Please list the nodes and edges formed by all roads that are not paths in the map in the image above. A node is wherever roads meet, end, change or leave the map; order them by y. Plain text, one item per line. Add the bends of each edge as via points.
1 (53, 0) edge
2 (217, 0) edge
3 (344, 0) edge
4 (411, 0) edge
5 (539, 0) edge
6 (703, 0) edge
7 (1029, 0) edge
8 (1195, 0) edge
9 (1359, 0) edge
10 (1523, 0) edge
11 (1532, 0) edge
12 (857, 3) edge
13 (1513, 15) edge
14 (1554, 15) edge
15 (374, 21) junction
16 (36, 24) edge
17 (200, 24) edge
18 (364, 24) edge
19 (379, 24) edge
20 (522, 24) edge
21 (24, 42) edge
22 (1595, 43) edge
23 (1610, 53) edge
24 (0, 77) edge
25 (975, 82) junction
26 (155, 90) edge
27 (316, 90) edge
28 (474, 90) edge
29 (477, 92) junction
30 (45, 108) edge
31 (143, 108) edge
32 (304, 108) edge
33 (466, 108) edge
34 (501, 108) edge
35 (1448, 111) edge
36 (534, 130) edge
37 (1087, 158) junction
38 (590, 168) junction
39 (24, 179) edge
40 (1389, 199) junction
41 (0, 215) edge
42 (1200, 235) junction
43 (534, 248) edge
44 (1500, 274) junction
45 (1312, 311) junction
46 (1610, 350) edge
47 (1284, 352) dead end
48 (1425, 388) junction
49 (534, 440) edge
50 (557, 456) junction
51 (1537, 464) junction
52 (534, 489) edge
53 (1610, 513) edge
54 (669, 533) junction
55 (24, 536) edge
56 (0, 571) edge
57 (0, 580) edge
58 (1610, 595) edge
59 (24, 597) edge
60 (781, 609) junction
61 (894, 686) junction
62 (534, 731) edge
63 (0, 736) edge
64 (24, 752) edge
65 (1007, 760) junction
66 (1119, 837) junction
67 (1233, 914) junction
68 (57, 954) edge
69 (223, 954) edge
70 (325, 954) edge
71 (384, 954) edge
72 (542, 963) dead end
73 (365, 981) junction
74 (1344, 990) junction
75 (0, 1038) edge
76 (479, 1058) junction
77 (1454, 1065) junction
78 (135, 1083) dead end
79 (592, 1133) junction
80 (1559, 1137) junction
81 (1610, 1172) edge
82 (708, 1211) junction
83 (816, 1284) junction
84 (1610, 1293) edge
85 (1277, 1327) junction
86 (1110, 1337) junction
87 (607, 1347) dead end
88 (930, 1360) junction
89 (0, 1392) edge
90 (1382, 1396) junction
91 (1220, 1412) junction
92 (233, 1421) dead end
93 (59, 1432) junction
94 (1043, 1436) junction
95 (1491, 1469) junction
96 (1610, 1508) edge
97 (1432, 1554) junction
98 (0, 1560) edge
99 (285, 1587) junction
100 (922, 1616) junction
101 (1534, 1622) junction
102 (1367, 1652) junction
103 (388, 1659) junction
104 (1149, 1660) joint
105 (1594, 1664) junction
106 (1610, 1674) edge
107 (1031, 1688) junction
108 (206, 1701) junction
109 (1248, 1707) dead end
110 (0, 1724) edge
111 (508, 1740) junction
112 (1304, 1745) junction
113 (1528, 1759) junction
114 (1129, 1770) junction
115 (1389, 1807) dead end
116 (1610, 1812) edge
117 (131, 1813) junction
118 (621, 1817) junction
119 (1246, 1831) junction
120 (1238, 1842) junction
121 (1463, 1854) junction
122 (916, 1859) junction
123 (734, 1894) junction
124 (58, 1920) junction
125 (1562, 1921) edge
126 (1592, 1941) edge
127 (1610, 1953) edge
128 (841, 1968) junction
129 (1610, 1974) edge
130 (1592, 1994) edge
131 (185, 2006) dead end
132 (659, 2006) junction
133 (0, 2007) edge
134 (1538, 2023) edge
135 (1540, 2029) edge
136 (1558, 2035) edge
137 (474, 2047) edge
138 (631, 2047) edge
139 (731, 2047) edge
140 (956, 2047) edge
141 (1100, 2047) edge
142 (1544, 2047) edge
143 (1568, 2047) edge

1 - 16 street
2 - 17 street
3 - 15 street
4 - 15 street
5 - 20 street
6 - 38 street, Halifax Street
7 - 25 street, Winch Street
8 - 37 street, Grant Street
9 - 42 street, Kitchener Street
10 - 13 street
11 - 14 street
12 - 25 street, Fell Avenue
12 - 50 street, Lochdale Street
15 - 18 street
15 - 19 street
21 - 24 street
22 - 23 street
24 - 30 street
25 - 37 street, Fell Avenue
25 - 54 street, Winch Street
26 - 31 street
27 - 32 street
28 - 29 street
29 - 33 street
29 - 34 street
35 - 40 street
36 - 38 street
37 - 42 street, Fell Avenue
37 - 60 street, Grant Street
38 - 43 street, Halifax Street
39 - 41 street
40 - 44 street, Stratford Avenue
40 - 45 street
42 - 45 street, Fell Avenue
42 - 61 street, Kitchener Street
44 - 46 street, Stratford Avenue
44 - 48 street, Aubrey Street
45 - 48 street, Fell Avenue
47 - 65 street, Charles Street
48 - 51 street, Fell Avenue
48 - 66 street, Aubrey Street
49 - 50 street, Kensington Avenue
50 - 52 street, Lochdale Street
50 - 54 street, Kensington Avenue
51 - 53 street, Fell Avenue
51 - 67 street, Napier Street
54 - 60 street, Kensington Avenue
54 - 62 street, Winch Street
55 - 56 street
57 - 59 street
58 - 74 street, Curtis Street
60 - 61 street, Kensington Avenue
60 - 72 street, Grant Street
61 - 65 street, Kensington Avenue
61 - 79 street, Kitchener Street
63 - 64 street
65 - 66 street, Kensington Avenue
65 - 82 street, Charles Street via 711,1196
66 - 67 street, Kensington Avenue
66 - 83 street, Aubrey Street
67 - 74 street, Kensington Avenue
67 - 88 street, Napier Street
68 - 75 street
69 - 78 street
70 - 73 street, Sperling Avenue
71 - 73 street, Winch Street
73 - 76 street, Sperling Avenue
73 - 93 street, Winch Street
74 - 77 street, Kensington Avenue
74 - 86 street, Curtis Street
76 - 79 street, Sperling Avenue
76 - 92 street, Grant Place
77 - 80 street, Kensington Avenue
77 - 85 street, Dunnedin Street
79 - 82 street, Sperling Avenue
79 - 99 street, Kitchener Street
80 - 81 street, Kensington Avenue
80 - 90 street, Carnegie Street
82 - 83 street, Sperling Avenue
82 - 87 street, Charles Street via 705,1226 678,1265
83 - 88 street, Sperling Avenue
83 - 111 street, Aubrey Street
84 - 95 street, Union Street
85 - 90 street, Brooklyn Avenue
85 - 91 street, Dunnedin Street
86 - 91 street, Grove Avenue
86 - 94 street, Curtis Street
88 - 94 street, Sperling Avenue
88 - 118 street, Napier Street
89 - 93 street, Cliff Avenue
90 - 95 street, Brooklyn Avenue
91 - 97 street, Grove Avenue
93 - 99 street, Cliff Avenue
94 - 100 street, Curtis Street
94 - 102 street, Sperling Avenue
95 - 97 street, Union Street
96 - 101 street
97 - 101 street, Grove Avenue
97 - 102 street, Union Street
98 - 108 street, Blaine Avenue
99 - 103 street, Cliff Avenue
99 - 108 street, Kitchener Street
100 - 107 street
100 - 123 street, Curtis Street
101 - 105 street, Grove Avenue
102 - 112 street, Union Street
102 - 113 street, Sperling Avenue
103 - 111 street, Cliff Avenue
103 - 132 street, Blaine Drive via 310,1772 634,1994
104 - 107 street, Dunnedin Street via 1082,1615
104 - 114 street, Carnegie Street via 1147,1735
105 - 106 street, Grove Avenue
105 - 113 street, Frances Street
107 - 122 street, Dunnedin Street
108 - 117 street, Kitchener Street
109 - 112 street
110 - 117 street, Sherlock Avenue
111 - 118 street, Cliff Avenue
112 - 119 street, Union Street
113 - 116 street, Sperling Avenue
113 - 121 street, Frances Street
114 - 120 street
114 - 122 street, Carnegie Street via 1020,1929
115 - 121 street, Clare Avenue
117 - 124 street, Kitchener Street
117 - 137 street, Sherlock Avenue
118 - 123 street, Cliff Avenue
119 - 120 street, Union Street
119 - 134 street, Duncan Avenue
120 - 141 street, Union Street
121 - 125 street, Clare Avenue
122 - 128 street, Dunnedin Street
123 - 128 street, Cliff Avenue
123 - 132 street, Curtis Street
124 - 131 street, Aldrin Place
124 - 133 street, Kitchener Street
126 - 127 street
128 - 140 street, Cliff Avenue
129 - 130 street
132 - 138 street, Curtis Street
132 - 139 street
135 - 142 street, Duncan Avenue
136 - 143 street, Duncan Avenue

- - -

— Task —
For this listing, copy out every line that includes the word "Grove".

— Output —
86 - 91 street, Grove Avenue
91 - 97 street, Grove Avenue
97 - 101 street, Grove Avenue
101 - 105 street, Grove Avenue
105 - 106 street, Grove Avenue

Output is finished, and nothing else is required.